Fig. 5

TRMT1 protein variants exhibit defects in reconstitution of tRNA-modification activity and interaction with tRNAs (A–D) Representative primer extension gels to monitor the presence of m2,2G in tRNA-Met-CAU and mt-tRNA-Ile-GAU from 293T cell lines transfected with the indicated constructs. m3C20, 3-methylcytosine; m2,2G26, dimethylguanosine; m1G9, 1-methylguanosine. “>” points to oligonucleotide used for primer extension; asterisk denotes background signal. (E and F) Quantification of m2,2G formation by primer extension for the indicated tRNAs. Primer extensions were performed at least three times per variant, and error bars represent the standard error of the mean.
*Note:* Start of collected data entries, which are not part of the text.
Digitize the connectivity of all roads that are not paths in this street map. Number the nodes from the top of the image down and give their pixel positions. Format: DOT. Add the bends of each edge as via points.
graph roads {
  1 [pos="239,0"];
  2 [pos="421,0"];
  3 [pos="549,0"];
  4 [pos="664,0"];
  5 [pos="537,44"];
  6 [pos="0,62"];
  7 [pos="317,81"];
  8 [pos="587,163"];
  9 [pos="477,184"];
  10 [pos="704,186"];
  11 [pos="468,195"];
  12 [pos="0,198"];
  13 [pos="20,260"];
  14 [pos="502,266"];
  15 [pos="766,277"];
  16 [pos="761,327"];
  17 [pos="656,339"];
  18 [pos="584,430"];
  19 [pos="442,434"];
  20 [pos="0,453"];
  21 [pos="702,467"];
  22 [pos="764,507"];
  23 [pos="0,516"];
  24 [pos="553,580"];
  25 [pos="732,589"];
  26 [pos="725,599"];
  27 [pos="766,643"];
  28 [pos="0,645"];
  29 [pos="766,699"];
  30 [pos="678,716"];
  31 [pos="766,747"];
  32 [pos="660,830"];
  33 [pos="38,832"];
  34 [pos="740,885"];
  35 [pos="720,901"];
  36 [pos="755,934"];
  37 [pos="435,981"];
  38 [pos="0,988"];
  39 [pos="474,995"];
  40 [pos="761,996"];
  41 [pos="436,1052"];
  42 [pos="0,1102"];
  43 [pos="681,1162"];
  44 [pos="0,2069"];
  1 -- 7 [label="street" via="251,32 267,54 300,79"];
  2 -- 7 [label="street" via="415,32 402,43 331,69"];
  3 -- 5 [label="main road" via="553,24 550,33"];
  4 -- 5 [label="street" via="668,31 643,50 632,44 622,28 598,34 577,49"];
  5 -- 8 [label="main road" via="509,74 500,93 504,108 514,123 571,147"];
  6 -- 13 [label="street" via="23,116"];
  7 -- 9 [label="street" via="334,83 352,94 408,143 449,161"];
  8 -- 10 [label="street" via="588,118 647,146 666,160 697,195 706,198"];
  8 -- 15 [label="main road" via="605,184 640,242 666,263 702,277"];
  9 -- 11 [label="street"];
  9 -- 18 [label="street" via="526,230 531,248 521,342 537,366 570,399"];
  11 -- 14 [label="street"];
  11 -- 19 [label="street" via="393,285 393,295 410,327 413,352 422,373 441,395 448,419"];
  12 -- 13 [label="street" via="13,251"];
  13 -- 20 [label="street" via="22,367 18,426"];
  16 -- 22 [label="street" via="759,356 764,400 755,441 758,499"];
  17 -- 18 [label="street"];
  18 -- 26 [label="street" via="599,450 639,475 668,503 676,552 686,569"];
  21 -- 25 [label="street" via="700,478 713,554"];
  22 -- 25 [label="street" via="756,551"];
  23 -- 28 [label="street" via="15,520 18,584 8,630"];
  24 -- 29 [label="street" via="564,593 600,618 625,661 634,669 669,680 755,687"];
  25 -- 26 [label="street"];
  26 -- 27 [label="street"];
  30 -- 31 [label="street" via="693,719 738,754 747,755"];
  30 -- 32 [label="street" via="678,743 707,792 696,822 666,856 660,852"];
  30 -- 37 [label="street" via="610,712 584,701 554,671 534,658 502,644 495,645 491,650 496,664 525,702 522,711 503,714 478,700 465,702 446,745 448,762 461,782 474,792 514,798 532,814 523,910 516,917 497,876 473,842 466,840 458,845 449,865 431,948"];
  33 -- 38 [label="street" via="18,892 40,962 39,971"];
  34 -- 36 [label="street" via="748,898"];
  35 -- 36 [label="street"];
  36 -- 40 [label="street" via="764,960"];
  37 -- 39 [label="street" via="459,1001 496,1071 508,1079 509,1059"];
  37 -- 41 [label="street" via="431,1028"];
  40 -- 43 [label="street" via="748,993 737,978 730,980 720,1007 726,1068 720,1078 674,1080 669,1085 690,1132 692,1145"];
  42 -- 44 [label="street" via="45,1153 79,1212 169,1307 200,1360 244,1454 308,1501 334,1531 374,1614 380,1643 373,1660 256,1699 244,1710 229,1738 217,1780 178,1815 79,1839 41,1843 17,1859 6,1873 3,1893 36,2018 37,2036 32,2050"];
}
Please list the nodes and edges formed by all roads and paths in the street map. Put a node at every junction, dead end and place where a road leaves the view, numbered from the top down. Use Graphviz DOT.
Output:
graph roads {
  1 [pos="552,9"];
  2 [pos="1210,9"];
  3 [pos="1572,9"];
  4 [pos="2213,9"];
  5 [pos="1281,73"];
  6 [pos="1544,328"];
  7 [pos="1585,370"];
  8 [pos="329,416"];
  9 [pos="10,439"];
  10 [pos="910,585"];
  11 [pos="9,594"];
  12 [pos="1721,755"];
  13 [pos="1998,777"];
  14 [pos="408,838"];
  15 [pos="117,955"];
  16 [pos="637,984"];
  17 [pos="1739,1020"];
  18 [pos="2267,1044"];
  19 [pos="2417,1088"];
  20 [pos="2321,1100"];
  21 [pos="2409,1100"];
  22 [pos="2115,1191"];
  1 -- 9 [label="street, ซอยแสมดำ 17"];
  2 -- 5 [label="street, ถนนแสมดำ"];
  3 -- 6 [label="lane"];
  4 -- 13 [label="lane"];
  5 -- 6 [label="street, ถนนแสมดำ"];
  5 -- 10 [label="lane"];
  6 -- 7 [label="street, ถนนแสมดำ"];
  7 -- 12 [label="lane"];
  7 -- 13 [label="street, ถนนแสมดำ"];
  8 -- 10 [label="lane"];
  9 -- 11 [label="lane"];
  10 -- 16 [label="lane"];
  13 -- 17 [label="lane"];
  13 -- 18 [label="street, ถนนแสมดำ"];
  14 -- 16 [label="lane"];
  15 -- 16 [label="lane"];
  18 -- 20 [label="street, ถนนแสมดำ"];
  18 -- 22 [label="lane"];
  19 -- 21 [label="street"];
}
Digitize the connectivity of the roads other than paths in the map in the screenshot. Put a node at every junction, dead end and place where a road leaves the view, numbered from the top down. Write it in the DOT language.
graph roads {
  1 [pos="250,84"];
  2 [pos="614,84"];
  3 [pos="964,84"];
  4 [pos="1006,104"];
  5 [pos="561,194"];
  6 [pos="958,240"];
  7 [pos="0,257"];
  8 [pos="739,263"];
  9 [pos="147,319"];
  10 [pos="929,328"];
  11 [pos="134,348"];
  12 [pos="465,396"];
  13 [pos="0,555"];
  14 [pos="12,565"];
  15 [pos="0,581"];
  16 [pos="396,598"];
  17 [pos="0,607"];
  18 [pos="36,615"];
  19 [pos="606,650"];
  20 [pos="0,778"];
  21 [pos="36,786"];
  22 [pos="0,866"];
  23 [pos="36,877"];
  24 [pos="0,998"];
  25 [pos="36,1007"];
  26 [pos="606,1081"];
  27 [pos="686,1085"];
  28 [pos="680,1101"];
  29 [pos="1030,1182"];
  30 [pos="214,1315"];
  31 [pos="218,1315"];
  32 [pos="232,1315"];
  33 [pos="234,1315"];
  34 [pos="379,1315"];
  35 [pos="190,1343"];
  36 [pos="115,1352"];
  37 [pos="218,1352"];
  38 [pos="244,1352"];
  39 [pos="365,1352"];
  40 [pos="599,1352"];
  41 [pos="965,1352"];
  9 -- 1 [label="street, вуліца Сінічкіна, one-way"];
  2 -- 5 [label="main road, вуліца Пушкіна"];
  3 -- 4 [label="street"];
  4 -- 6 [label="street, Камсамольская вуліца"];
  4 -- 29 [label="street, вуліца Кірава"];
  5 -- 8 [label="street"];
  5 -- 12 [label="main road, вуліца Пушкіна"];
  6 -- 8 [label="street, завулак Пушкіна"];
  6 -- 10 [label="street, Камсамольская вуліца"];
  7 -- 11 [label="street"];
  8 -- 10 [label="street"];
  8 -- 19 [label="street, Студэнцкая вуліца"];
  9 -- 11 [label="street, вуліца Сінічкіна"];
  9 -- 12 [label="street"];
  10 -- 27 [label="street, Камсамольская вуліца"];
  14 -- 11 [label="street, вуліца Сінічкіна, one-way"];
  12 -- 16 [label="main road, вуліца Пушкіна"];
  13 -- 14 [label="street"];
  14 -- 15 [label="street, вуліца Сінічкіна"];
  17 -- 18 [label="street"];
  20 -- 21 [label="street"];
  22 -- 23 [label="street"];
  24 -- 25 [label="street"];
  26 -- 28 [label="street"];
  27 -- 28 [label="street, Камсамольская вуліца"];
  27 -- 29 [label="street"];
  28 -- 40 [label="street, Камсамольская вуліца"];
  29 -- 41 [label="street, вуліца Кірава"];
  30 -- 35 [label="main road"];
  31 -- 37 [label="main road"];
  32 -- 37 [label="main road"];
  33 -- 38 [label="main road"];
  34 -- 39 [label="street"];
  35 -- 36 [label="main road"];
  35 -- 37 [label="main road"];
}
Statistical analysis was performed using one-way ANOVA. ∗p ≤ 0.05, ∗∗p ≤ 0.01, ∗∗∗p ≤ 0.001, ∗∗∗∗p < 0.0001; ns, non-significant (p > 0.05). (G and H) Nucleic acid stain of RNAs extracted from the indicated input or purified TRMT1-FLAG samples after denaturing PAGE. The migration pattern of tRNAs, 5.8S, and 5S ribosomal RNA is denoted. The p.L465_R466Δ insW variant is denoted as L465Δ in (E)–(H).